Rep: Alkhaledi Kurnialam Red: Agung Sasongko

REPUBLIKA.CO.ID, JAKARTA -- Profesor bidang psikologi Islam, Abdul Mujib mengatakan mayoritas masyarakat Indonesia saat ini masih terlindungi dari ide tentang child free. Agama disebutnya masih menjadi bagian penting, sehingga konsep ini masih jauh untuk benar-benar menjadi perilaku mayoritas masyarakat.

Baca Juga


“Agama masih menjadi faktor penghalau atau pelindung dari gerakan-gerakan untuk child free. Cuma masalahnya, memang harus tetap hati-hati,”jelasnya.

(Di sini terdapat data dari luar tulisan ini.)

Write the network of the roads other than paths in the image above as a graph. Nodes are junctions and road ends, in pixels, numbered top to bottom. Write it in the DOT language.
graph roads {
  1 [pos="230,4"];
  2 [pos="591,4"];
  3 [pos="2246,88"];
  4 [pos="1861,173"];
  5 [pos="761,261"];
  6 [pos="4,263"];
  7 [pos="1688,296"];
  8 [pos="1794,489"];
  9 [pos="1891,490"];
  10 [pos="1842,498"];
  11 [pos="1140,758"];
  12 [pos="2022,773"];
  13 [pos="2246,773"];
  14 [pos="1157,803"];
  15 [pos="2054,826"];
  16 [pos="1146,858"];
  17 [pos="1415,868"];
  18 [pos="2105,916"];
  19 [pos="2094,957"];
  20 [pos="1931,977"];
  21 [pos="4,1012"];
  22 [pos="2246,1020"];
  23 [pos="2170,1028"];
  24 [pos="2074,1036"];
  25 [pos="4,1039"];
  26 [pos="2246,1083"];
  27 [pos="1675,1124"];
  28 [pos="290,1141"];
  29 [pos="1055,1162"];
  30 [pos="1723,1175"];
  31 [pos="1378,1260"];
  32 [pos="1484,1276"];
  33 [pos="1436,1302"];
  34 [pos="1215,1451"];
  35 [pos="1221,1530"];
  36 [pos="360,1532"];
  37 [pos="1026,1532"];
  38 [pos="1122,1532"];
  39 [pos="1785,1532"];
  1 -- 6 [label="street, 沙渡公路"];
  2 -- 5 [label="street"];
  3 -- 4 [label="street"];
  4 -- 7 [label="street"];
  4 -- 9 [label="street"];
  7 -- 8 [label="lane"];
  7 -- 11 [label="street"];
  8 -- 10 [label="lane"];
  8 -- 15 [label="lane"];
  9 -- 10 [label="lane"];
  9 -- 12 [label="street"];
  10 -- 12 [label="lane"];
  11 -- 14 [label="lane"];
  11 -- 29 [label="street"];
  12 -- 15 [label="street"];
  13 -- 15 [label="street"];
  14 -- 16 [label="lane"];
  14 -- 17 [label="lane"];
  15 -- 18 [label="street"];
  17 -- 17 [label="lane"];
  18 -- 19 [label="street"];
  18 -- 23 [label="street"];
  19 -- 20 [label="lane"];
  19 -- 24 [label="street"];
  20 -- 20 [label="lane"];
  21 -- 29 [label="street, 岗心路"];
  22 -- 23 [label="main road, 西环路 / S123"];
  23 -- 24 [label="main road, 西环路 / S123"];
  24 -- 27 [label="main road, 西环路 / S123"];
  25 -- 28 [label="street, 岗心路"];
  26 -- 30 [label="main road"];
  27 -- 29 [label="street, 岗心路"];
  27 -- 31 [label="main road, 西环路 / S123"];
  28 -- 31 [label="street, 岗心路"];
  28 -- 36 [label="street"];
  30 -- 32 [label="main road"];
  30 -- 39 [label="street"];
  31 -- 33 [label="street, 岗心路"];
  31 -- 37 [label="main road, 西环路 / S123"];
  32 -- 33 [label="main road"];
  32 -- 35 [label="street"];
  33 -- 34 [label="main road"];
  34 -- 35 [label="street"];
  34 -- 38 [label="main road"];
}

Guru besar Fakultas Psikologi UIN Jakarta ini mengatakan, kemunculan konsep child free di Indonesia diyakininya belum akan sebesar pengaruhnya di negara-negara Barat. Sehingga, kata dia, kasus berkurangnya tingkat pertumbuhan penduduk seperti di Barat masih sangat jauh terjadi di Indonesia.

Kasus-kasus penistaan agama seperti yang baru-baru ini disangkakan kepada M. Kece, masih menjadi masalah yang sangat sensitif bagi masyarakat Indonesia. Hal ini disebutnya menunjukkan posisi agama dan nilai-nilainya, masih menjadi perhatian oleh kebanyakan warga.

“Sekarang kan lagi ramai, M. Kece dan Yahya Waloni yang ditangkap. Artinya adalah masalah agama masih menjadi penting. Saking pentingnya sehingga orang-orang yang mengganggu kehidupan beragama ditangkap,”ujarnya.

 

“Ada juga kasus Bupati yang lagi ramai soal penyebutan marga Panjaitan. Akhirnya orang-orang yang bermarga Panjaitan marah, merasa dihina. Artinya budaya masih kuat, agama masih kuat, itu nanti yang akan bertarung dengan isu-isu seperti child free,”tambahnya.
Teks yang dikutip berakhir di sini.